Iran stellt Bedingung für freie Durchfahrt durch die Straße von Hormus.
Internationale Reaktionen auf iranische Forderung
Nach Angaben von UATV: Der Iran hat eine klare Bedingung gestellt: Europäische und arabische Staaten sollen die strategisch wichtige Straße von Hormus nur dann wieder uneingeschränkt nutzen können, wenn sie ihre diplomatischen Beziehungen zu Israel und den USA abbrechen. Diese Forderung ist eine direkte Reaktion auf Maßnahmen der USA und Israels, die zu einer faktischen Blockade der Meerenge geführt haben. Die Folge ist ein dramatischer Rückgang des Schiffsverkehrs um 90 Prozent, was den globalen Ölmarkt bereits erheblich belastet.
Eine lebenswichtige Ader für die Weltwirtschaft
Die Meerenge ist eine der wichtigsten Handelsrouten der Welt, durch die etwa ein Fünftel des global gehandelten Öls und Gases fließt. Die jüngsten Entwicklungen haben die Ölpreise bereits auf 115 US-Dollar pro Barrel getrieben und internationale Besorgnis ausgelöst.
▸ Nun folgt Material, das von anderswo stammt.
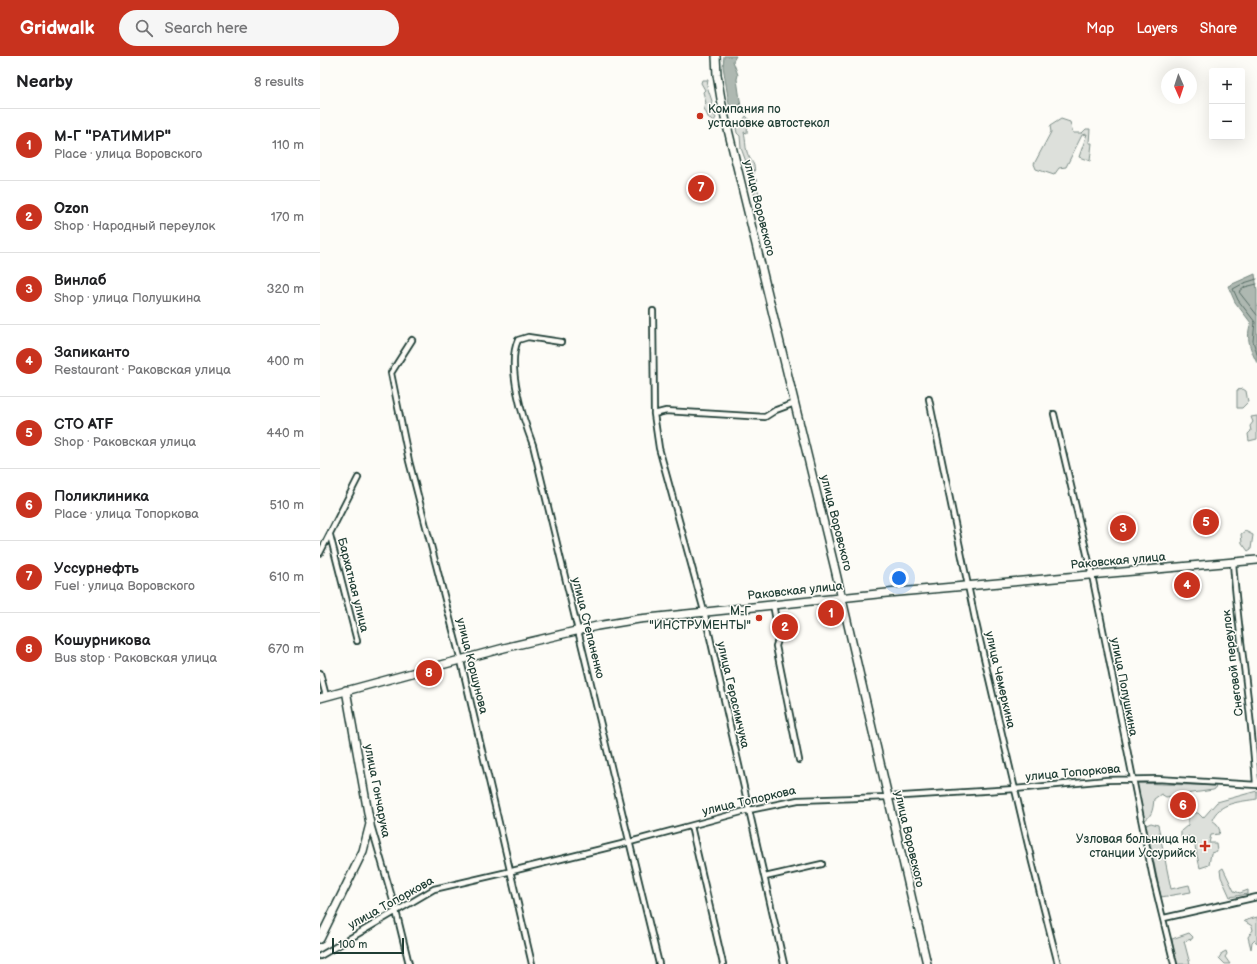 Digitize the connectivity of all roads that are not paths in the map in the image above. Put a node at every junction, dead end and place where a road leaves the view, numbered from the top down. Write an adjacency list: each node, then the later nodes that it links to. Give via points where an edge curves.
1 (716, 56): 6 (main road, улица Воровского, via 719,90)
2 (653, 312): 7 (street, улица Герасимчука)
3 (412, 340): 21 (street, улица Коршунова, via 391,373 409,461)
4 (561, 342): 19 (street, улица Степаненко, via 520,338 514,350 513,369)
5 (928, 399): 15 (street, улица Чемеркина)
6 (795, 403): 7 (street, via 765,417 666,411); 16 (main road, улица Воровского)
7 (654, 414): 18 (street, улица Герасимчука, via 659,448)
8 (1054, 414): 14 (street, улица Полушкина)
9 (358, 478): 10 (street)
10 (330, 535): 11 (street); 20 (street, Бархатная улица)
11 (320, 553)
12 (1257, 560): 13 (main road, Раковская улица)
13 (1233, 562): 14 (main road, Раковская улица); 27 (street, Снеговой переулок)
14 (1092, 575): 15 (main road, Раковская улица); 26 (street, улица Полушкина)
15 (969, 586): 16 (main road, Раковская улица); 28 (street, улица Чемеркина)
16 (842, 597): 17 (main road, Раковская улица); 29 (main road, улица Воровского)
17 (773, 604): 18 (main road, Раковская улица); 25 (street, via 779,637 776,646)
18 (704, 611): 19 (main road, Раковская улица); 30 (street, улица Герасимчука)
19 (578, 630): 21 (main road, Раковская улица); 33 (street, улица Степаненко)
20 (357, 641)
21 (461, 661): 23 (main road, Раковская улица); 35 (street, улица Коршунова)
22 (320, 673): 24 (street)
23 (346, 690): 24 (main road, Раковская улица); 31 (main road, улица Гончарука)
24 (323, 697)
25 (799, 760)
26 (1132, 779): 27 (street, улица Топоркова); 28 (street, улица Топоркова); 39 (street, улица Полушкина)
27 (1256, 785)
28 (1015, 789): 29 (street, улица Топоркова); 48 (street, улица Чемеркина)
29 (888, 797): 30 (street, улица Топоркова, via 798,800); 47 (main road, улица Воровского)
30 (749, 810): 32 (street, улица Топоркова); 36 (street, улица Герасимчука)
31 (370, 824): 38 (street, улица Гончарука); 40 (main road, улица Топоркова, via 363,851)
32 (691, 826): 33 (street, улица Топоркова); 45 (street)
33 (630, 842): 35 (street, улица Топоркова); 44 (street, улица Степаненко)
34 (822, 864): 36 (street)
35 (512, 871): 38 (street, улица Топоркова, via 434,889); 43 (street, улица Коршунова)
36 (765, 877): 46 (street, улица Герасимчука)
37 (1257, 897): 39 (street)
38 (396, 911): 41 (street, улица Топоркова); 42 (street, улица Гончарука)
39 (1164, 918): 49 (street, улица Полушкина)
40 (320, 939)
41 (320, 956)
42 (409, 964)
43 (532, 964)
44 (659, 964)
45 (723, 964)
46 (784, 964)
47 (926, 964)
48 (1058, 964)
49 (1174, 964) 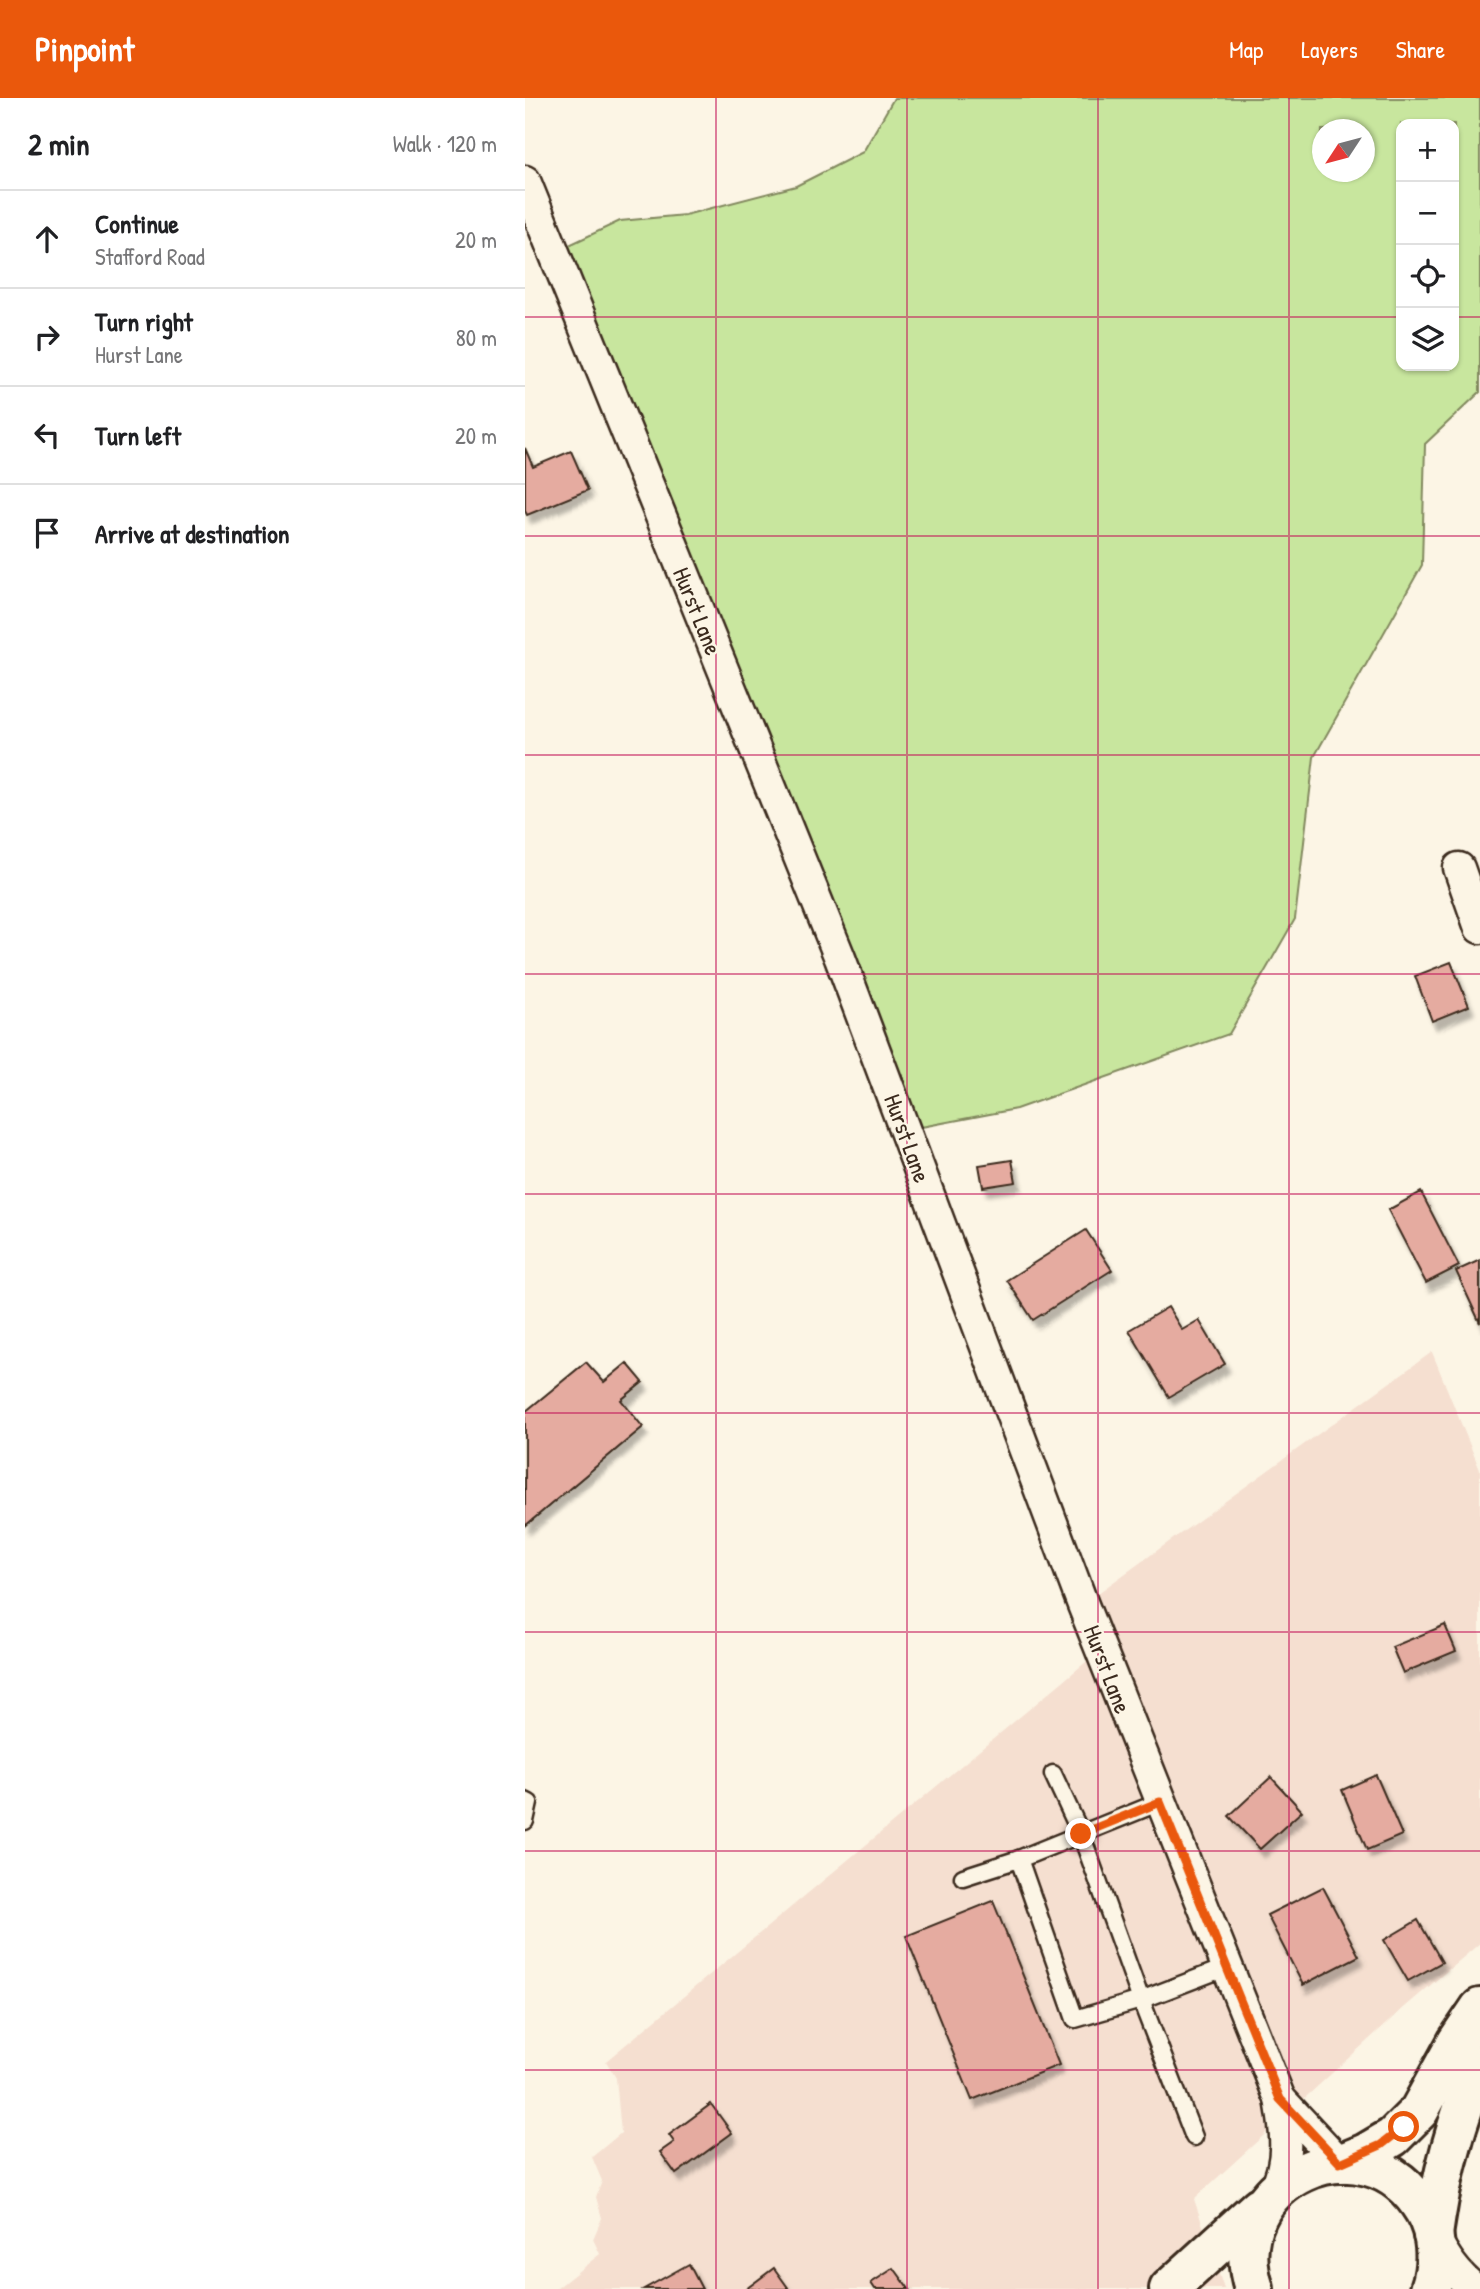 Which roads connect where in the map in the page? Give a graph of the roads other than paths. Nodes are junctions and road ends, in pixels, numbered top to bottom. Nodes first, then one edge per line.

- US-Präsident Donald Trump drohte dem Iran mit einer überwältigenden Reaktion:
„Seien Sie bereit, die Handelsroute zu schützen.“ – Donald Trump
Er warnte vor einem Vergeltungsschlag, der zwanzigmal stärker ausfallen würde, sollte die Ölversorgung durch die Straße blockiert werden. - Frankreichs Präsident Emmanuel Macron kündigte konkrete militärische Schritte an:
„Wir werden einen Flugzeugträger und Fregatten entsenden, um die Straße von Hormus freizumachen.“ – Emmanuel Macron
Diese Statements unterstreichen die Ernsthaftigkeit der Lage und ihre Auswirkungen auf die Weltwirtschaft.
Die Krise um die Straße von Hormus zeigt, wie verwundbar die globalen Energieversorgungsketten sind. Eine anhaltende Blockade droht, die Ölpreise weiter in die Höhe zu treiben und massive Marktunsicherheit zu verursachen. Das entschlossene Auftreten internationaler Akteure wie der USA und Frankreichs lässt befürchten, dass die regionalen Spannungen schwerwiegende globale wirtschaftliche Folgen haben könnten. Die Meerenge bleibt ein neuralgischer Punkt der Weltpolitik.